Directed by Romano Scavolini, he would not so much as create something new or groundbreaking but he would produce a film that would keep his audience hooked from the first moment to the last due to the sheer amount of blood, gore and sheer visciousness of it. It did not hurt that finding out what would happen to the man doing said killings when all was said and done was also a must given his rehabilitation that obviously did not take. As it would begin, the film would see an inmate at a psychiatric institution being reprogrammed so that he might be reintroduced to society in what is largely a test so that maybe others might be able to do the same. Unbeknownst to those doing said reprogramming, it turns out to be a colossal failure for after visiting a peepshow and seeing a couple of naked women, the man has flashbacks to his mom or some other woman getting murdered when he was a little boy, thereby undoing everything he just went through. Scavolini then just sends the guy into full slasher-mode and the film never really lets up from that point as said killer decides to head back home so that he might murder his current family.
One can easily see why this film might have been controversial back in 1981 as it would not only feature a child-murdering his family or the copious amounts of close-up shots of each wound, the brutality that would be dealt to each of the victims but a bit of nudity during the beginning when Baird Stafford’s character George would go to the peep show that would border on being hardcore. That too would add to the movie rather than take away from it, adding a layer of grime to an atmosphere that was already dark and dirty and sometimes quite disturbing much like the mind of George.

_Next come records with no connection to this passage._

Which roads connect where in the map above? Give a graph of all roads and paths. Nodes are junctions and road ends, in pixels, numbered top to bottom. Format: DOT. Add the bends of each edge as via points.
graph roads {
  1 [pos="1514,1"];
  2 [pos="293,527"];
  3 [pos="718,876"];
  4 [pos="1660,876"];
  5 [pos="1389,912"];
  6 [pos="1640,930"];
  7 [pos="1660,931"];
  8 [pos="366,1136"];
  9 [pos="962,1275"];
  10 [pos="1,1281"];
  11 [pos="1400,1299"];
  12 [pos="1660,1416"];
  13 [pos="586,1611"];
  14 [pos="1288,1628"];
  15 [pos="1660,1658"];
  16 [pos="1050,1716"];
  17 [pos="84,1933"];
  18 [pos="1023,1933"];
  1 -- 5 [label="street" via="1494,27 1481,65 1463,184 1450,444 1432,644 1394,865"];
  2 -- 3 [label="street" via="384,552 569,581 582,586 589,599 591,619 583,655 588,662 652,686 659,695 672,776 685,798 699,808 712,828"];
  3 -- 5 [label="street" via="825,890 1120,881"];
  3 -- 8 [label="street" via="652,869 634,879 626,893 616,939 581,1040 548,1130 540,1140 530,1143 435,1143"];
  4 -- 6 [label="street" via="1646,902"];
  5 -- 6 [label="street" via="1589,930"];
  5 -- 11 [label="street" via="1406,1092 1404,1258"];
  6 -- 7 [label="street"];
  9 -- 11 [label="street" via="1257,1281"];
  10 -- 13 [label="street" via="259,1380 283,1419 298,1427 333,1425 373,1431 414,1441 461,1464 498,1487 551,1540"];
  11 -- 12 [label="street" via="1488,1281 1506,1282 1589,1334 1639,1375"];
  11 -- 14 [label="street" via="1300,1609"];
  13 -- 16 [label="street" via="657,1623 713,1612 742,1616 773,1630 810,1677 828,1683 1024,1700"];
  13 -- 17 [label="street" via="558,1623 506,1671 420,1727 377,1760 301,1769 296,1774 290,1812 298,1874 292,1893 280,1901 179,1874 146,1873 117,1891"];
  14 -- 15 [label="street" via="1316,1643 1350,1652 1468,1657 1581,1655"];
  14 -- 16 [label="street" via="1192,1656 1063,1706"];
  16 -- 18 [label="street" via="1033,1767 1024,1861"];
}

There were few faults to be found unless one is particularly averse to all the blood and gore to be found within. The story was captivating and the performances were good with Scavolini delivering an effective shocker compared to many released during the following decade when slashers were king. It is straight-up horror, a slasher that does not pull any punches at any moment and when all is said and done, stands amongst the best the genre has to offer.